Monday, July 15, 2013

Thoughts on Manipulation

There are certain topics I'm getting increasingly sensitive to, lately. I even get called out for being "too serious" and for not shaking off whatever bothers me with a laugh. But how do you shake off something that makes your stomach churn?

One of these things (and maybe I'll talk about some of the others in subsequent posts) is manipulation.

I just recently realized that I have grown up amidst a culture that is permeated with manipulation, a culture in which even the simplest of conversations revolves around an implicit but well known game of "I will only hint at things and you will either understand what I mean or curteously ask me to tell you more".
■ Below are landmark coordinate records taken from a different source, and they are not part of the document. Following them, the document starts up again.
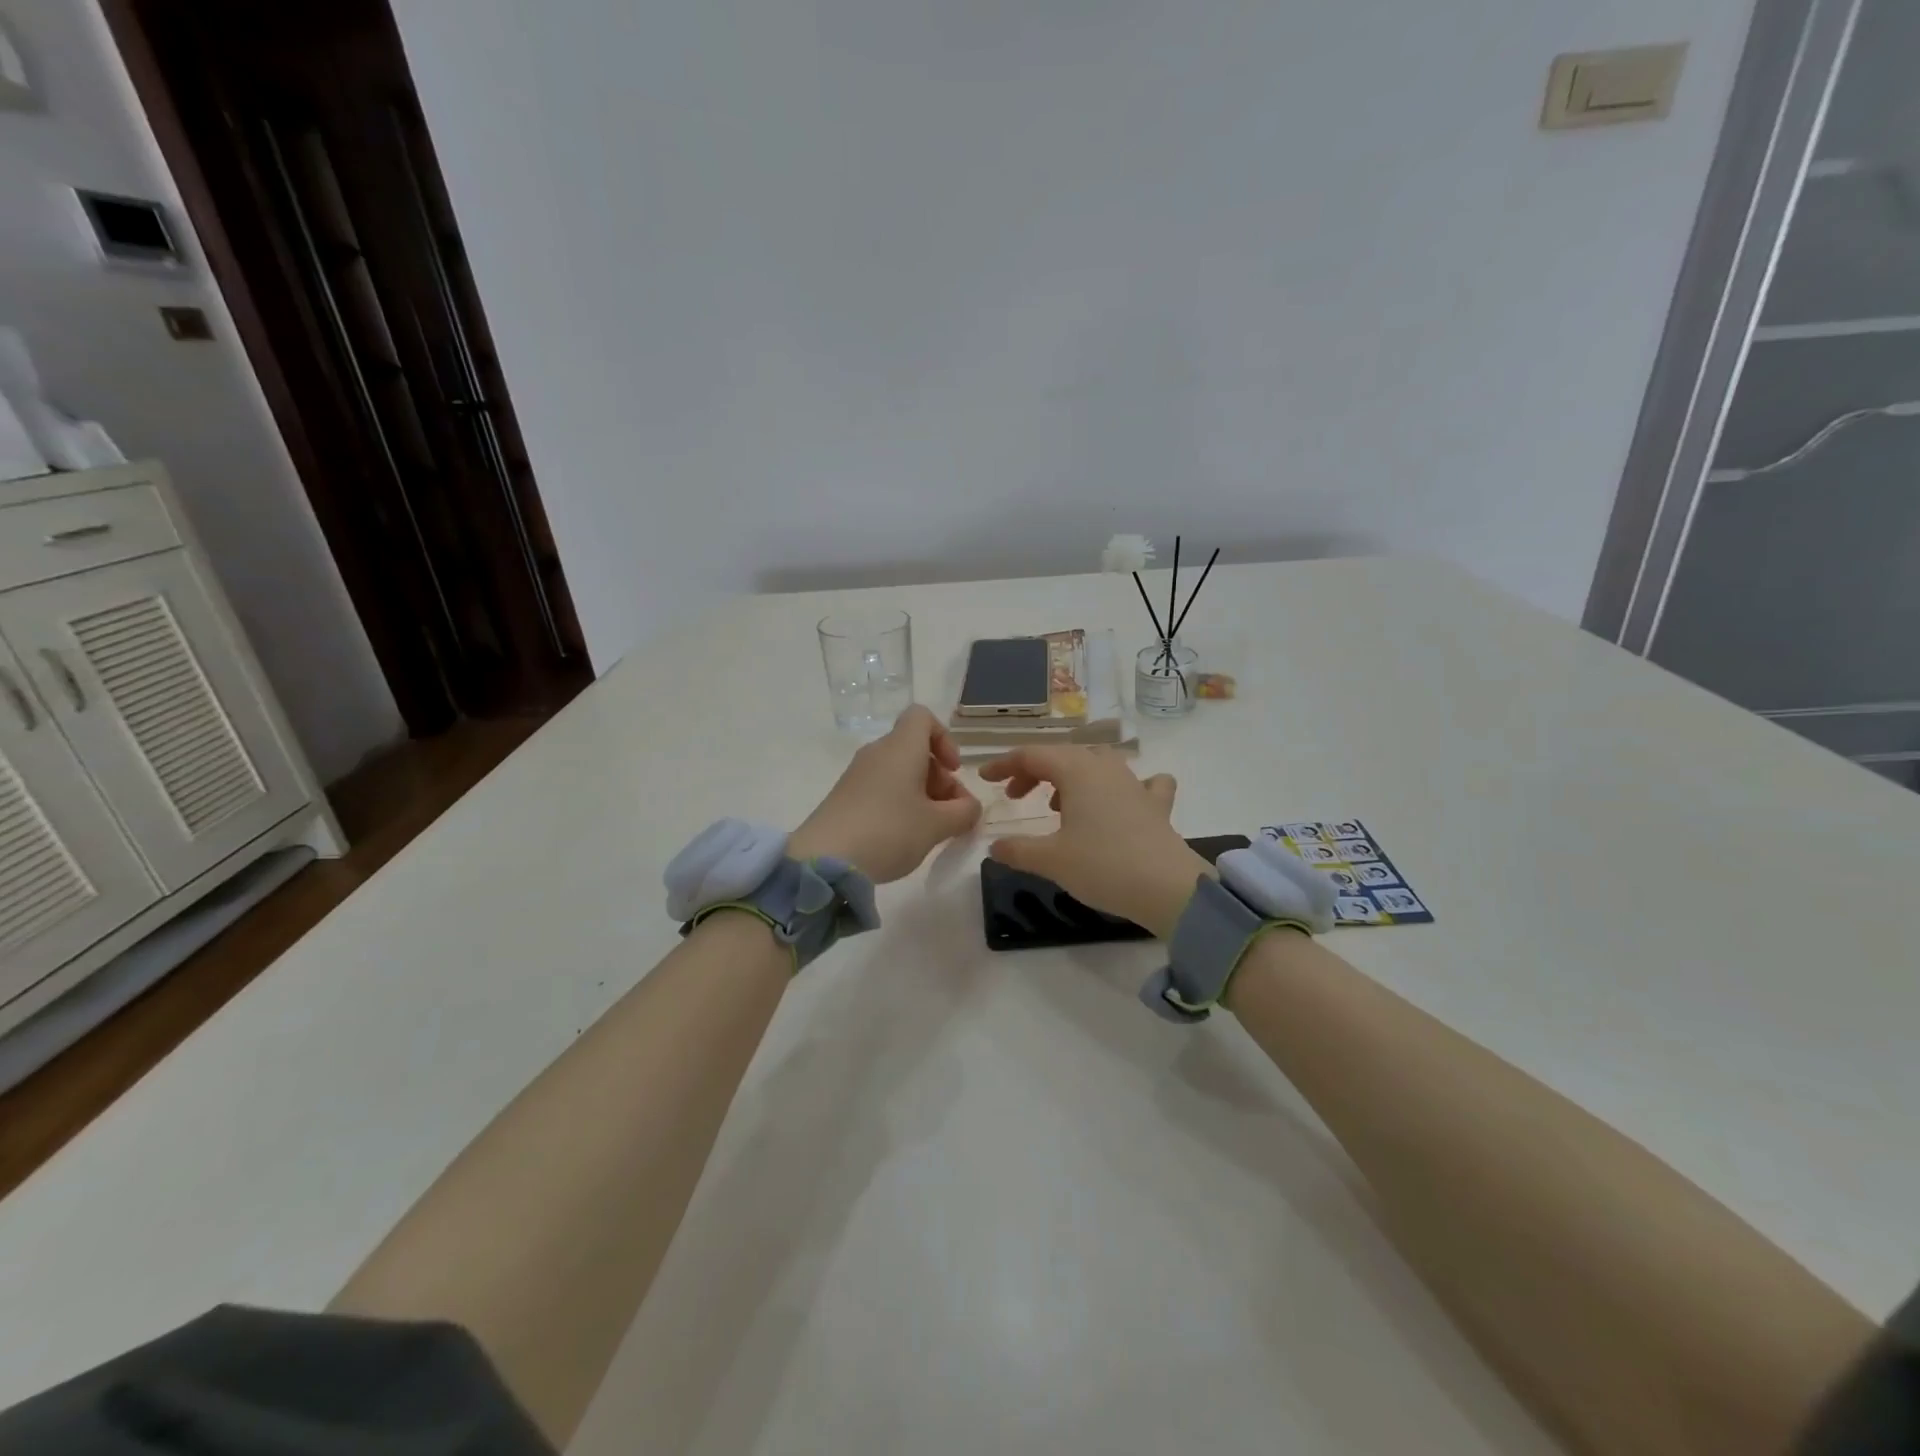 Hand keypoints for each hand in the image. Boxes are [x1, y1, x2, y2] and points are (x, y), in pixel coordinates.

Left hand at [789, 705, 981, 883]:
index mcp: (900, 747)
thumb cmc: (889, 831)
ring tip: (932, 830)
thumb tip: (970, 807)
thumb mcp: (937, 825)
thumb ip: (964, 812)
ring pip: (899, 771)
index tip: (953, 770)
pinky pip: (882, 788)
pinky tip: (905, 836)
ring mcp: (857, 775)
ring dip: (922, 794)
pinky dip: (900, 804)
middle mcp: (877, 753)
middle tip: (952, 813)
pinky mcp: (845, 798)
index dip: (944, 738)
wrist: (825, 861)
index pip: (922, 717)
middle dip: (940, 777)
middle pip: (914, 749)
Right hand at [978, 746, 1211, 938]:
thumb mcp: (1051, 860)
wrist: (1168, 888)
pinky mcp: (1156, 805)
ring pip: (1097, 763)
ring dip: (1071, 776)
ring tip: (1057, 803)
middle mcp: (1106, 768)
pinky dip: (1124, 787)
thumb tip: (994, 846)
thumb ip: (1018, 850)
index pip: (1032, 755)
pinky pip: (1140, 783)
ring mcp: (1134, 783)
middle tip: (1016, 796)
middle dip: (1034, 771)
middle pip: (1063, 755)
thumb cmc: (1103, 866)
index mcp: (1077, 771)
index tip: (984, 779)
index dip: (1004, 764)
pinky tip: (1124, 800) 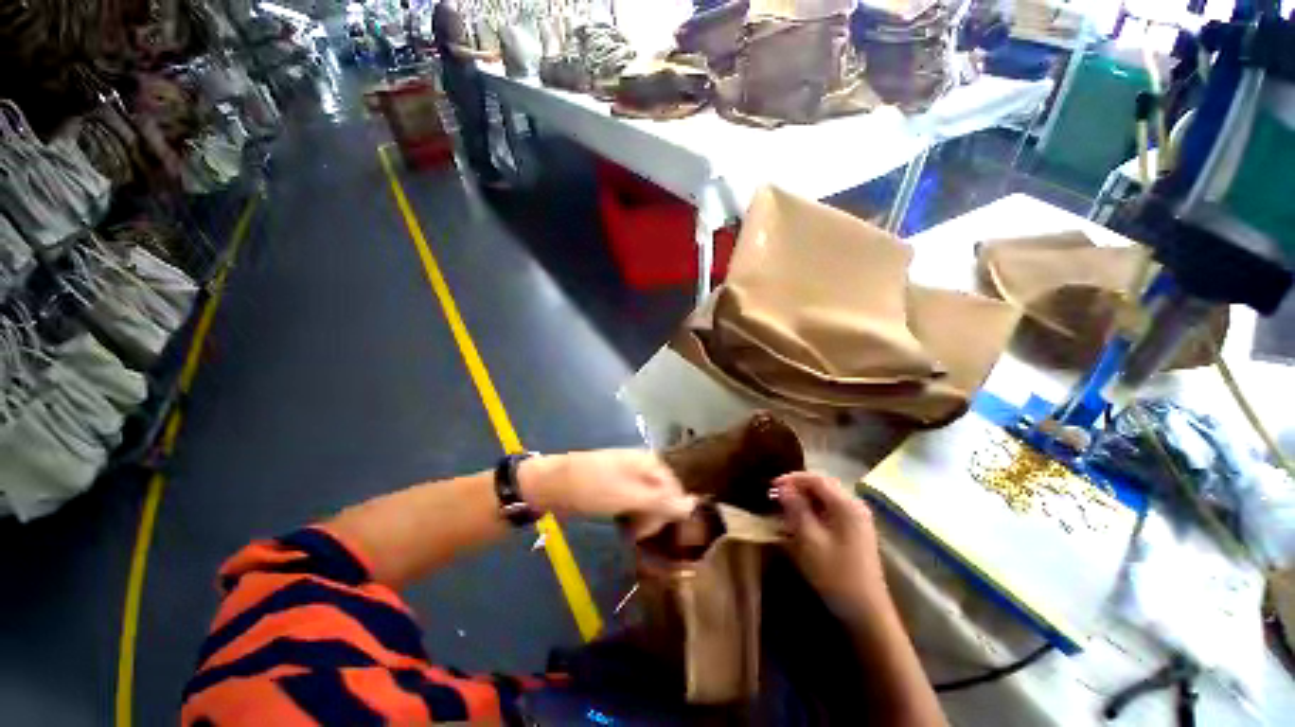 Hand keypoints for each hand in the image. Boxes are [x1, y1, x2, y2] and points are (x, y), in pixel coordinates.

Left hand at [519, 450, 695, 535]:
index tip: (655, 532)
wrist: (553, 484)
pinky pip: (635, 502)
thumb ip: (664, 500)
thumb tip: (694, 505)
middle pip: (664, 495)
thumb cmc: (594, 489)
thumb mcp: (631, 496)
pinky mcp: (617, 485)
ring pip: (649, 501)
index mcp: (650, 462)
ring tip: (628, 530)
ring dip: (642, 519)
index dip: (669, 513)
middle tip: (636, 533)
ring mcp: (630, 474)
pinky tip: (623, 523)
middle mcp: (644, 465)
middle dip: (654, 517)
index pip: (676, 490)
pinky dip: (632, 515)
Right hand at [775, 472, 888, 625]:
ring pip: (826, 498)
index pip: (815, 478)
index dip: (791, 479)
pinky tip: (801, 521)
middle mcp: (854, 505)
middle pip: (822, 486)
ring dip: (804, 499)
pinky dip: (814, 511)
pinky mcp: (856, 531)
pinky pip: (831, 510)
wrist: (867, 612)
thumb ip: (795, 508)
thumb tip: (782, 488)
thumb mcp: (809, 539)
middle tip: (776, 496)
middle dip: (797, 488)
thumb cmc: (835, 574)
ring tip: (785, 509)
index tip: (771, 486)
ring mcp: (858, 518)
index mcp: (846, 505) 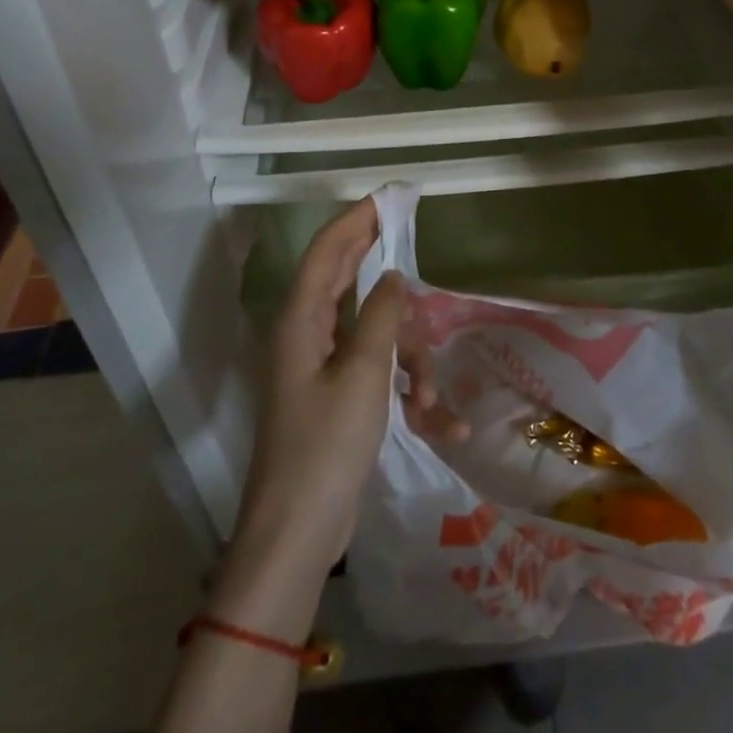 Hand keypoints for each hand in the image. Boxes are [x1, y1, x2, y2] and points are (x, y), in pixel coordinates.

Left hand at [233, 198, 463, 578]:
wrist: (296, 536)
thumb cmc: (326, 448)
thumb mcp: (363, 375)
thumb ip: (380, 317)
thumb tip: (395, 275)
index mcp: (301, 319)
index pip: (329, 249)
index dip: (358, 218)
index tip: (390, 196)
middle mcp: (306, 333)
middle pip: (345, 276)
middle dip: (380, 258)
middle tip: (411, 231)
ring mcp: (321, 366)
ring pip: (372, 330)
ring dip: (407, 353)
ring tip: (429, 397)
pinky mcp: (336, 397)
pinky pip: (375, 369)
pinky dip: (402, 384)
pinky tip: (436, 420) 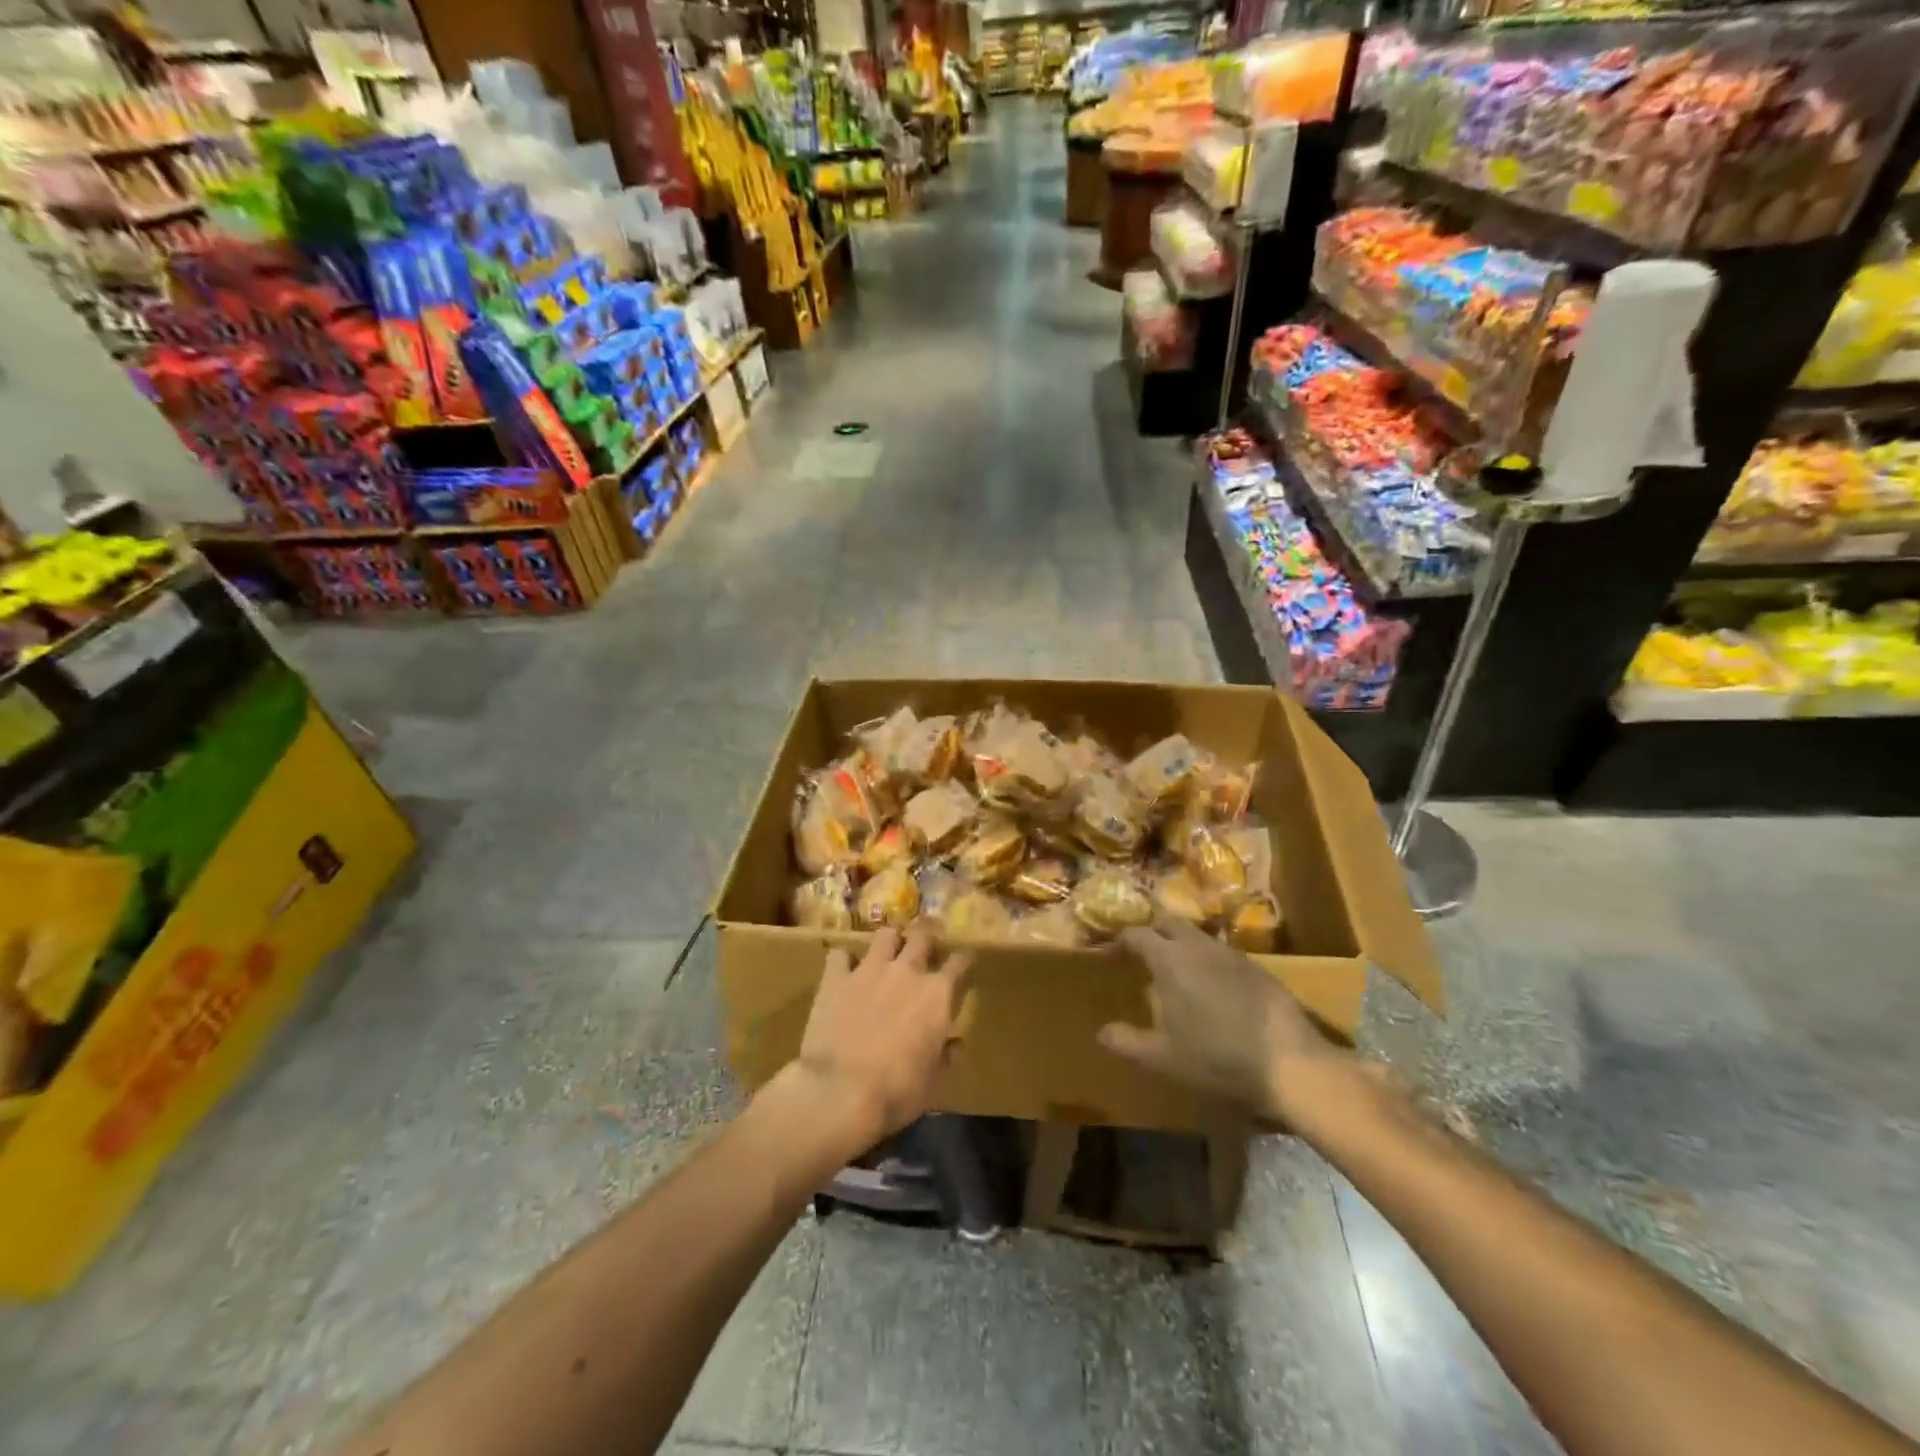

"I thought this was no strings attached!"
In this culture courting, friendship, family ties all appear to be, at times, theatrical spectacles of behavior-response patterns. You do something, and I know I have to do something else in return. I don't question why, I just know I should because that is what is expected of me.

If I invite you out for dinner and I pay the bill, I expect you to agree to do something sexual with me in return. If I display all the standard signs of interest toward you, and you seem to receive them, if not to invite them, then no matter how apparently detached you appear to be, I will make a move on you.

And several other implicit dialogues or panthomimes.

Now, in recent years I have surrounded myself with a bunch of people who not only are well aware of those patterns (the manipulative patterns, those that intend to elicit a response out of a sense of obligation or indebtedness), but strive to avoid them and to adopt a different, straightforward behavior. And as I have grown accustomed to both people stating clearly what they want, and to expressing clearly what I want, I find myself more and more irritated when I am administered the standard manipulative pattern.

I reject it. I stay away from it.

At times, I try to explain my standpoint on this issue to the random individual that happens to trigger my manipulation alarm. Calmly. Making it clear that it is the dyamic that I loathe, and not the person enacting it, whom I assume to be well intentioned.

Sadly, what happens most of the times is that they get offended, they take it personal, and get defensive. Why does it have to be so hard to distinguish between oneself and one's (ingrained) behavior? I can see the two as separate things, can't others see it too?

It gets frustrating at times, with me getting the feeling I cannot actually communicate with somebody because I don't see them listening, but only scanning my words for one of the standard conversation triggers to which they can react appropriately.

There is a very bright side to this all, though. On the one hand, it is always extremely refreshing and liberating to find others who share my feelings and who crave and enact straightforward, transparent communication. And on the other hand, I become increasingly self aware of my own manipulative tendencies, and it becomes easier for me to avoid them. I did catch myself short of sending a disturbingly manipulative email no later than yesterday, and I'm happy I could rearrange the text taking the wrong stuff away before sending it.

The path to self awareness is long, hard, and entirely worth the effort.